Who Pays? (Everyone Pays When The Lady Pays) Part II

Date In The LYF is the new column at LYFSTYL where we share dating escapades, both epic and cringe-worthy from all sexes. Send us your notable stories via Twitter with #DateInTheLYF.

It was summer, it was hot, and as was often the case, friends and sometimes more than friends (we had kissed a couple times, alright)  were making regular weekend visits to Vancouver. During my University days I awkwardly attempted to navigate the strange area between “friends” and “more than friends” more than I should have, and so was the case on this “date”.

I had no idea what kind of “date” it was, but I had more than enough time to figure it out, and at the very least I could let her reaction to the bill decide. It was a plan, but it wasn’t a perfect one.

I had many plans for this “date” of course, almost none of which I followed, except for staying sober beforehand, which at the time was a noteworthy achievement.
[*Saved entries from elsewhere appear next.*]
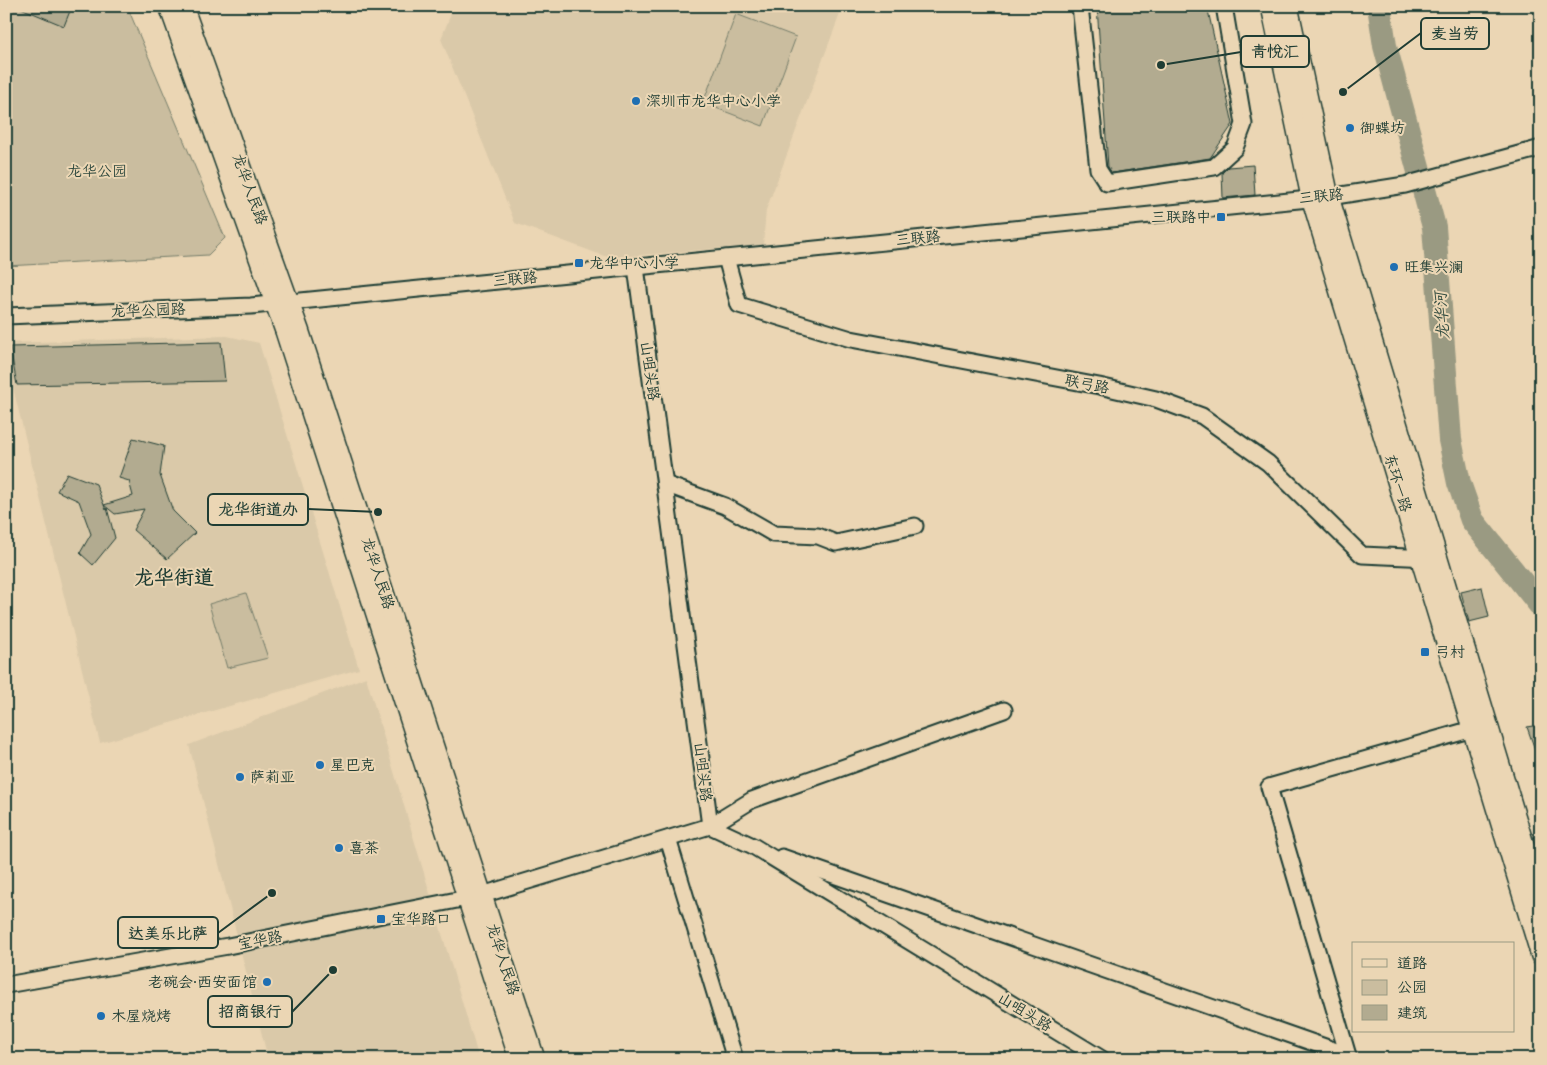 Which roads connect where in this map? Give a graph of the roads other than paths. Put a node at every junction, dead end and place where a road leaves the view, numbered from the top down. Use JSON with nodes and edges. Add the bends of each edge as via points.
{"nodes":[{"id":1,"x":1080,"y":6,"type":"edge"},
{"id":2,"x":1224,"y":6,"type":"edge"},
{"id":3,"x":1272,"y":6,"type":"edge"},
{"id":4,"x":1288,"y":6,"type":"edge"},
{"id":5,"x":180,"y":8,"type":"edge"},
{"id":6,"x":1541,"y":148,"type":"edge"},
{"id":7,"x":1320,"y":197,"type":"junction"},
{"id":8,"x":726,"y":258,"type":"junction"},
{"id":9,"x":636,"y":267,"type":"junction"},
{"id":10,"x":283,"y":303,"type":"junction"},
{"id":11,"x":6,"y":316,"type":"edge"},
{"id":12,"x":665,"y":484,"type":"junction"},
{"id":13,"x":914,"y":526,"type":"dead end"},
{"id":14,"x":1429,"y":558,"type":"junction"},
{"id":15,"x":1004,"y":710,"type":"dead end"},
{"id":16,"x":1480,"y":727,"type":"junction"},
{"id":17,"x":710,"y":826,"type":"junction"},
{"id":18,"x":668,"y":839,"type":"junction"},
{"id":19,"x":753,"y":846,"type":"junction"},
{"id":20,"x":475,"y":896,"type":"junction"},
{"id":21,"x":1541,"y":901,"type":"edge"},
{"id":22,"x":1541,"y":956,"type":"edge"},
{"id":23,"x":6,"y":985,"type":"edge"},
{"id":24,"x":1348,"y":1057,"type":"edge"},
{"id":25,"x":519,"y":1059,"type":"edge"},
{"id":26,"x":535,"y":1059,"type":"edge"},
{"id":27,"x":735,"y":1059,"type":"edge"},
{"id":28,"x":1102,"y":1059,"type":"edge"}],
"edges":[{"from":1,"to":2,"type":"street","via":[[1098,169],[1107,183],[1214,167],[1235,148],[1244,124]]},
{"from":3,"to":7,"type":"main road","name":"东环一路"},
{"from":4,"to":7,"type":"main road","name":"东环一路"},
{"from":5,"to":10,"type":"main road","name":"龙华人民路"},
{"from":6,"to":7,"type":"street","name":"三联路","via":[[1404,185]]},
{"from":7,"to":8,"type":"street","name":"三联路"},
{"from":7,"to":14,"type":"main road","name":"东环一路"},
{"from":8,"to":9,"type":"street","name":"三联路"},
{"from":8,"to":14,"type":"street","name":"联弓路","via":[[740,305],[851,339],[1128,392],[1202,416],[1268,463],[1362,555]]},
{"from":9,"to":10,"type":"street","name":"三联路"},
{"from":9,"to":12,"type":"street","name":"山咀头路"},
{"from":10,"to":11,"type":"street","name":"龙华公园路"},
{"from":10,"to":20,"type":"main road","name":"龙华人民路"},
{"from":12,"to":13,"type":"street","via":[[725,506],[774,534],[818,536],[836,543]]},
{"from":12,"to":17,"type":"street","name":"山咀头路"},
{"from":14,"to":16,"type":"main road","name":"东环一路"},
{"from":15,"to":17,"type":"street","name":"宝华路","via":[[752,800]]},
{"from":16,"to":21,"type":"main road","name":"东环一路"},
{"from":16,"to":22,"type":"main road","name":"东环一路"},
{"from":16,"to":24,"type":"street","via":[[1269,787]]},
{"from":17,"to":18,"type":"street","name":"宝华路"},
{"from":17,"to":19,"type":"street","name":"山咀头路"},
{"from":18,"to":20,"type":"street","name":"宝华路"},
{"from":18,"to":27,"type":"street"},
{"from":19,"to":24,"type":"street"},
{"from":19,"to":28,"type":"street","name":"山咀头路"},
{"from":20,"to":23,"type":"street","name":"宝华路","via":[[228,946]]},
{"from":20,"to":25,"type":"main road","name":"龙华人民路"},
{"from":20,"to":26,"type":"main road","name":"龙华人民路"}]}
It was a start, a good start, and before I knew it I was on my way to pick up a cute girl for dinner and drinks.

So far so good, I thought.

Little did I know the plan had already gone horribly wrong.

As we sat down at the casual Yaletown bar I had picked out, I finally started to feel comfortable. Too comfortable. When the server swung around to take our drinks orders, I knew why.
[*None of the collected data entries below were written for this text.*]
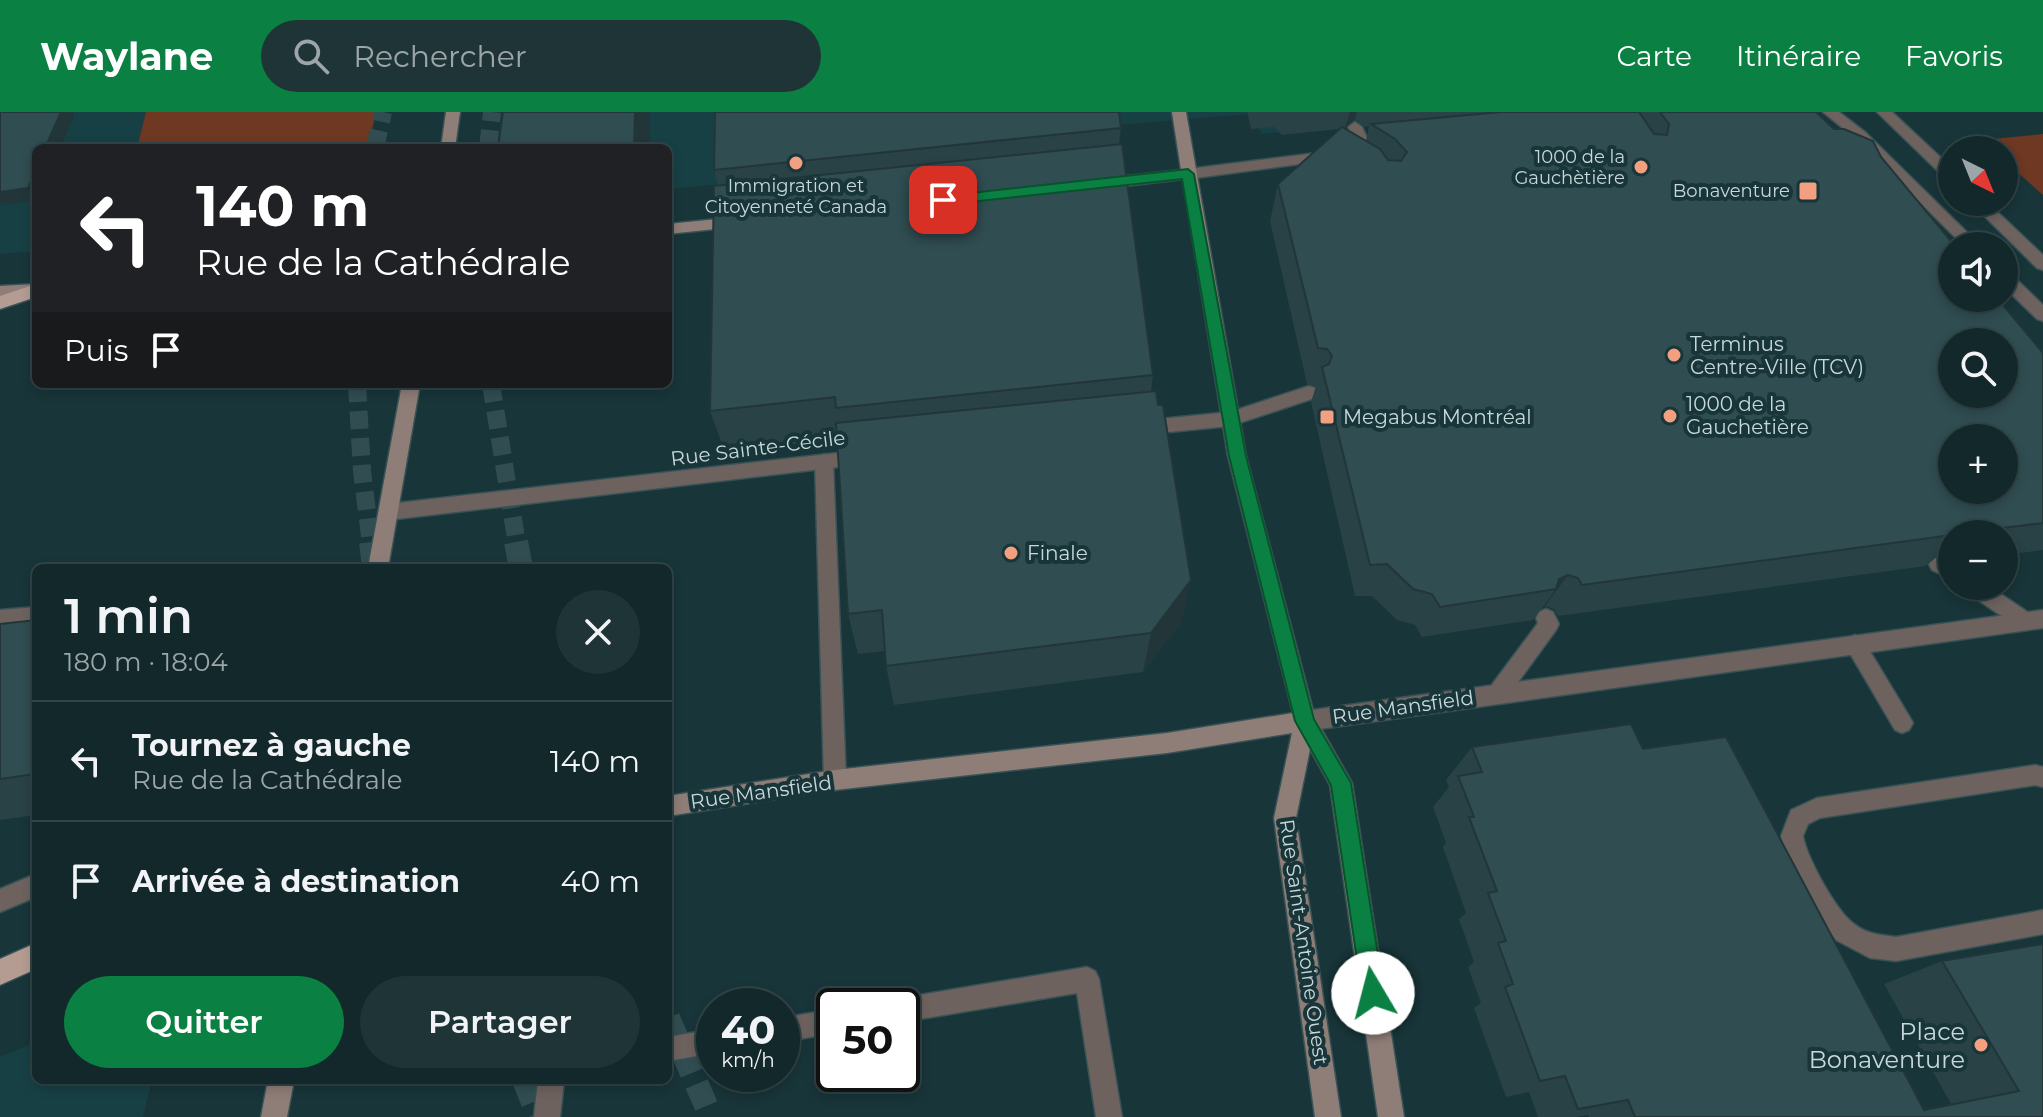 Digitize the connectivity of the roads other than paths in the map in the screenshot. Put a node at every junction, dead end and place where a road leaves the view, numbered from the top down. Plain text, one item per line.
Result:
1 (453, 112) edge
2 (1179, 112) edge
3 (1830, 112) edge
4 (1884, 112) edge
5 (1355, 127) dead end
6 (449, 144) edge
7 (1938, 164) edge
8 (1188, 174) junction
9 (1078, 186) edge
10 (1993, 216) edge
11 (750, 220) edge
12 (672, 229) edge
13 (1959, 232) edge
14 (2043, 264) edge
15 (32, 290) edge
16 (32, 291) edge
17 (2018, 291) edge
18 (0, 292) edge
19 (0, 303) edge
20 (2043, 315) edge
21 (410, 388) edge
22 (1309, 393) dead end
23 (1230, 419) junction
24 (1126, 429) edge
25 (888, 454) edge
26 (824, 461) junction
27 (388, 512) junction
28 (379, 564) tunnel mouth
29 (1998, 600) edge
30 (32, 615) edge
31 (1546, 618) edge
32 (0, 619) edge
33 (2034, 620) edge
34 (1855, 644) junction
35 (1498, 693) junction
36 (1305, 721) junction
37 (1902, 723) dead end
38 (2043, 777) edge
39 (835, 780) junction
40 (672, 805) edge
41 (32, 887) edge
42 (0, 901) edge
43 (2043, 922) edge
44 (32, 958) edge
45 (0, 972) edge
46 (920, 1007) edge
47 (696, 1044) edge
48 (672, 1048) edge
49 (280, 1084) edge
50 (551, 1084) edge
51 (274, 1117) edge
52 (547, 1117) edge
53 (1109, 1117) edge
54 (1328, 1117) edge
55 (1391, 1117) edge

1 - 6 main road
2 - 8 main road, Rue Saint-Antoine Ouest
3 - 13 street
4 - 7 street
5 - 8 street
8 - 9 main road
8 - 23 main road, Rue Saint-Antoine Ouest
10 - 14 street
11 - 12 main road
15 - 18 main road
16 - 19 highway
17 - 20 street
21 - 27 main road
22 - 23 street
23 - 24 street
23 - 36 main road, Rue Saint-Antoine Ouest
25 - 26 street, Rue Sainte-Cécile
26 - 27 street, Rue Sainte-Cécile
26 - 39 street
27 - 28 main road
29 - 33 street
30 - 32 street
31 - 35 street
33 - 34 street, Rue Mansfield
34 - 35 street, Rue Mansfield
34 - 37 street
35 - 36 street, Rue Mansfield
36 - 39 main road, Rue Mansfield
36 - 54 main road, Rue Saint-Antoine Ouest
36 - 55 main road, Rue Saint-Antoine Ouest
38 - 43 street
39 - 40 main road, Rue Mansfield
41 - 42 street
44 - 45 highway
46 - 53 street
47 - 48 street
49 - 51 main road
50 - 52 street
Th awkward bulge of my wallet wasn’t in my back right pocket like it should be.

Maybe it’s in my jacket?

Nope.

Here comes the server, better come up with a drink order, and an excuse. Fast.

“Will she I.D. us?” I wondered to myself in a spare split-second, gauging how much time I had before I had to confess to my date that she was paying for tonight’s meal.

There’s only one way to find out.

“I’ll have a Caesar,” she said.

“I’ll have a Blue Buck,” I blurted out with the grace of a teen that has just placed his older brother’s identification on the counter.

“Sure, sounds great. And could I see two pieces of I.D. please?”

Well I guess I’m telling them both at once.

“Actually, make that a Coke,” I said before slipping into the abyss of a memory so awkward only fragments of it remain. It was at this point I admitted to my friend that I had forgot my wallet on the “date.” From this moment forward, my mind was a mess of guilt, shame, and awkward tension. The “date” wasn’t lost, but I was.

What followed was an attempt at self-deprecating humour so awful that the couple in the booths next to us must have been able to hear the “Chhhk-Ssssss, Chhk-Sssss” sound of shovel and dirt as I dug myself a deeper and deeper hole.

I tried to play it off, but with every quip it became perfectly clear that the biggest joke of all was the date itself.

Oh well, at least I might get a blog post out of it.